Il nuovo Codice di Proprietà intellettuale introduce l’utilizzo del marchio per gli Enti Pubblici. Opportunità e criticità.

Con il nuovo Codice di Proprietà intellettuale, entrato recentemente in vigore ed introdotto tramite il Decreto Legislativo 131/2010 del 13 Agosto 2010 (si noti la data e la modalità legislativa), viene data la possibilità a Regioni, Province e Comuni di ottenere un marchio ad uso commerciale “avente ad oggetto elementi grafici distintivi tratti dal patrimonio culturale, storico, architettonico ed ambientale relativo al territorio”. Per citare un caso concreto il Comune di Milano, ad esempio, può depositare il marchio con lo stemma araldico della città, piuttosto che con la figura stilizzata del duomo e commercializzare prodotti recanti il marchio stesso, proprio come se quel marchio fosse un brand di una azienda privata. Sui proventi della conseguente commercializzazione di borsette, maglie, etc. la cui produzione è affidata ad imprese private (es. Lorentz sempre nel caso di Milano), il Comune incasserà una royalty che oscilla tra l’8% e il 12% destinabile al “finanziamento di attività istituzionali o alla copertura degli eventuali disavanzi pregressi dell’ente”. Un modo, insomma, per fare cassa.

In tempi di vacche magre ed in un paese che ha perso la sua sovranità monetaria, l’elemento positivo di questa legislazione è dato certamente dalla possibilità di aumentare le entrate degli enti pubblici senza andare a pescare nelle tasche dei cittadini.

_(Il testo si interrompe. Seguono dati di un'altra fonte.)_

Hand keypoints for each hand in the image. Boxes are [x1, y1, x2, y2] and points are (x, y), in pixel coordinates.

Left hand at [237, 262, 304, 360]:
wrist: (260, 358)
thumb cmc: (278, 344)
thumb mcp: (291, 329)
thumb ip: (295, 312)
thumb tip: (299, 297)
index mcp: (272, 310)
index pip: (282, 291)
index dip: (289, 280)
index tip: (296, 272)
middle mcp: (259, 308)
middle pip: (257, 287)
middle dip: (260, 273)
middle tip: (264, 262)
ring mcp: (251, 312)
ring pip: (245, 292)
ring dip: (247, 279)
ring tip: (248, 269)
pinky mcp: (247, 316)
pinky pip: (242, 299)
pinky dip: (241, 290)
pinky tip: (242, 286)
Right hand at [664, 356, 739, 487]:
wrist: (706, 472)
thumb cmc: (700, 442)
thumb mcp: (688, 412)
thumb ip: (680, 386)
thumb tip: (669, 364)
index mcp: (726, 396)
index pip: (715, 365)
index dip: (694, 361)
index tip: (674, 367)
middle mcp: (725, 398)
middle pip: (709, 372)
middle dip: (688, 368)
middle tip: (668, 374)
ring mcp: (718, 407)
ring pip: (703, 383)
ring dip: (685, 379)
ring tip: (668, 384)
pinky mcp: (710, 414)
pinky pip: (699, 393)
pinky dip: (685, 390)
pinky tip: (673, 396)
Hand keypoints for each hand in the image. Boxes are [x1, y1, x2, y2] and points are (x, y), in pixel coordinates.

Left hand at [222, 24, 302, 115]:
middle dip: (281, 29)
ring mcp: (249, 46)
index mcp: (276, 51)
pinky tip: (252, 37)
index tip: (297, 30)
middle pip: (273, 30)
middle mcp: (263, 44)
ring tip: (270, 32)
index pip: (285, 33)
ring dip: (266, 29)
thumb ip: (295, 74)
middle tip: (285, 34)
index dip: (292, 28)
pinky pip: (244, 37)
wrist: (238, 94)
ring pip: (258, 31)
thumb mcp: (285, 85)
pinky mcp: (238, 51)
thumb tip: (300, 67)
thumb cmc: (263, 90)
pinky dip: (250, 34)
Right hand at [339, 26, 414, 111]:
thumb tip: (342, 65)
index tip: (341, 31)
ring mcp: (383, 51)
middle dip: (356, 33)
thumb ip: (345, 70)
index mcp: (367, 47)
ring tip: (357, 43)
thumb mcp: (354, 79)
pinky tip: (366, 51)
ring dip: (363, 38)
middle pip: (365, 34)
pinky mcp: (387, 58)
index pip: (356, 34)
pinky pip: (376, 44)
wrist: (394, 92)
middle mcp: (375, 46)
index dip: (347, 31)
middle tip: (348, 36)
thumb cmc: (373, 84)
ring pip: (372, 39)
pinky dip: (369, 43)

Ma accanto a questo si pongono due problematiche: 1) una ulteriore commistione tra pubblico e privato che, tramite i meccanismi di assegnazione della produzione alle imprese, può dare adito a comportamenti poco limpidi come già avviene nel mondo dell’outsourcing 2) il pericolo che le scelte di spesa della Pubblica Amministrazione siano maggiormente dirette alla valorizzazione commerciale di un marchio e non al solo vantaggio degli abitanti del territorio. Mi spiego: visto che nei destinatari della spesa pubblica viene indirettamente introdotta la figura del turista, seguendo la razionalità economica, l’ente potrebbe decidere con i soldi pubblici di eseguire lavori di arredo urbano sulla piazza principale del paese piuttosto che costruire una scuola o un ospedale. Se così fosse i benefici della nuova legislazione verrebbero indiscutibilmente meno.

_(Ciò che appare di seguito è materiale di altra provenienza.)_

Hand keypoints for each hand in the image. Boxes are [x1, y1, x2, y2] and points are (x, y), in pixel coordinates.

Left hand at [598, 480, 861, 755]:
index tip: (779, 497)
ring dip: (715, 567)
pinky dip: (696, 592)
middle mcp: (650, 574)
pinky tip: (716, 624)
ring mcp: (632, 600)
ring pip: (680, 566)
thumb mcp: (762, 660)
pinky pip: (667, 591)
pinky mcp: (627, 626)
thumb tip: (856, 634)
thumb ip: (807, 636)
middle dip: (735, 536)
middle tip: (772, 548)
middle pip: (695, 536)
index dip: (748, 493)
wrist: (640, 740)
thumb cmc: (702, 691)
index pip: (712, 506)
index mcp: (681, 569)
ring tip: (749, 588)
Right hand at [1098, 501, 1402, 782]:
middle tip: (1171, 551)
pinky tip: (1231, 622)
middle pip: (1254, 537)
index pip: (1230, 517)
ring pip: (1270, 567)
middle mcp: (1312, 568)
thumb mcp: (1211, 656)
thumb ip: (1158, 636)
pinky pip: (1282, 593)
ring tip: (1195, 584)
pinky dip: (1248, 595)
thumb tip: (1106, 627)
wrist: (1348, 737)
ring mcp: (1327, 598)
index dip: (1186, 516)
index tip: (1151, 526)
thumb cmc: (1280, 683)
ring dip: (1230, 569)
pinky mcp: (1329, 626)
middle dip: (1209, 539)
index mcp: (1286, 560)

Se, fatta la legge, non possiamo più opporre opposizione a questa scelta del legislatore (scelta per la quale non siamo stati nemmeno interpellati, vista la modalità tecnica della sua introduzione), quanto meno, per acquistare credibilità, questo processo deve essere sottoposto ad una grande trasparenza sia sulle modalità di applicazione, sia sulle scelte che, a monte e a valle, esso comporta. E’ quindi doveroso affiancare una informativa costante: a) sui meccanismi di appalto della produzione per la verifica della loro correttezza b) sull’andamento e la ripartizione dei profitti in modo che il cittadino possa verificare se la royalty pubblica sia sempre la massima possibile c) sulle scelte di spesa pubblica mirate alla valorizzazione del marchio decise dall’amministrazione pubblica affinché si possa valutare che esse siano effettivamente intraprese in primis per il bene del contribuente e solo in seguito nell’ottica di attirare il turista o l’agenzia di viaggio.

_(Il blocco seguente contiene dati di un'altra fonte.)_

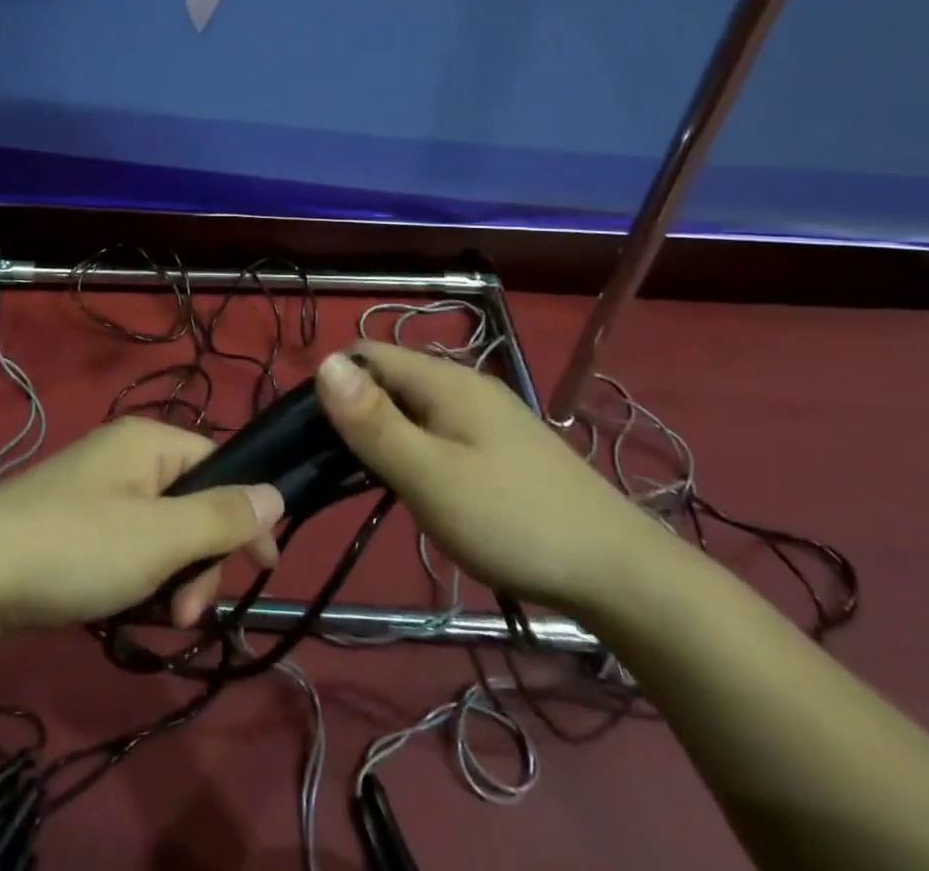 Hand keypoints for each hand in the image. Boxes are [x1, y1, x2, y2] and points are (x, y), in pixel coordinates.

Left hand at [0, 417, 284, 641]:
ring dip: (171, 579)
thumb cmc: (74, 548)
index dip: (245, 515)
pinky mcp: (74, 524)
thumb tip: (276, 494)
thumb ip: (221, 517)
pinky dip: (137, 579)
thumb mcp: (159, 537)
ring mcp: (97, 491)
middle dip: (201, 561)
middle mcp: (126, 456)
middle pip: (193, 504)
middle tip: (187, 614)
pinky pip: (128, 546)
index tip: (262, 569)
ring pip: (162, 533)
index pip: (221, 466)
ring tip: (157, 620)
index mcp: (149, 441)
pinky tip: (127, 610)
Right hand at [315, 344, 662, 615]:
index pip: (366, 355)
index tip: (307, 435)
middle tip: (331, 469)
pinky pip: (439, 432)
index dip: (330, 384)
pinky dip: (414, 451)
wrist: (622, 574)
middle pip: (390, 380)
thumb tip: (322, 362)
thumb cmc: (513, 519)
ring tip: (366, 483)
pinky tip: (416, 490)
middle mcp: (464, 385)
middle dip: (354, 413)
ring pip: (414, 409)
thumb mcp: (429, 474)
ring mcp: (487, 417)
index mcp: (444, 380)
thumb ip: (373, 422)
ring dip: (384, 436)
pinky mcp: (502, 448)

A queste considerazioni “tecniche” vorrei aggiungerne una meno rigorosa. In queste occasioni non posso non avvertire un disagio che nasce dal vedere come nella nostra società anche un’opera d’arte, un paesaggio, una chiesa, frutto di anni di storia, del lavoro e della genialità di persone che si sono succedute nel tempo, vengano sempre più considerati come beni economici e non come patrimonio comune verso il quale nutrire un sentimento di sacro rispetto imbevuto di un silenzio lontano dal tintinnare di monete. Questo, ahinoi!, fa parte di un processo ben più ampio e non certo nuovo, che sempre più ci vede identificare le cose, tangibili e non tangibili che ci circondano, con il loro valore economico.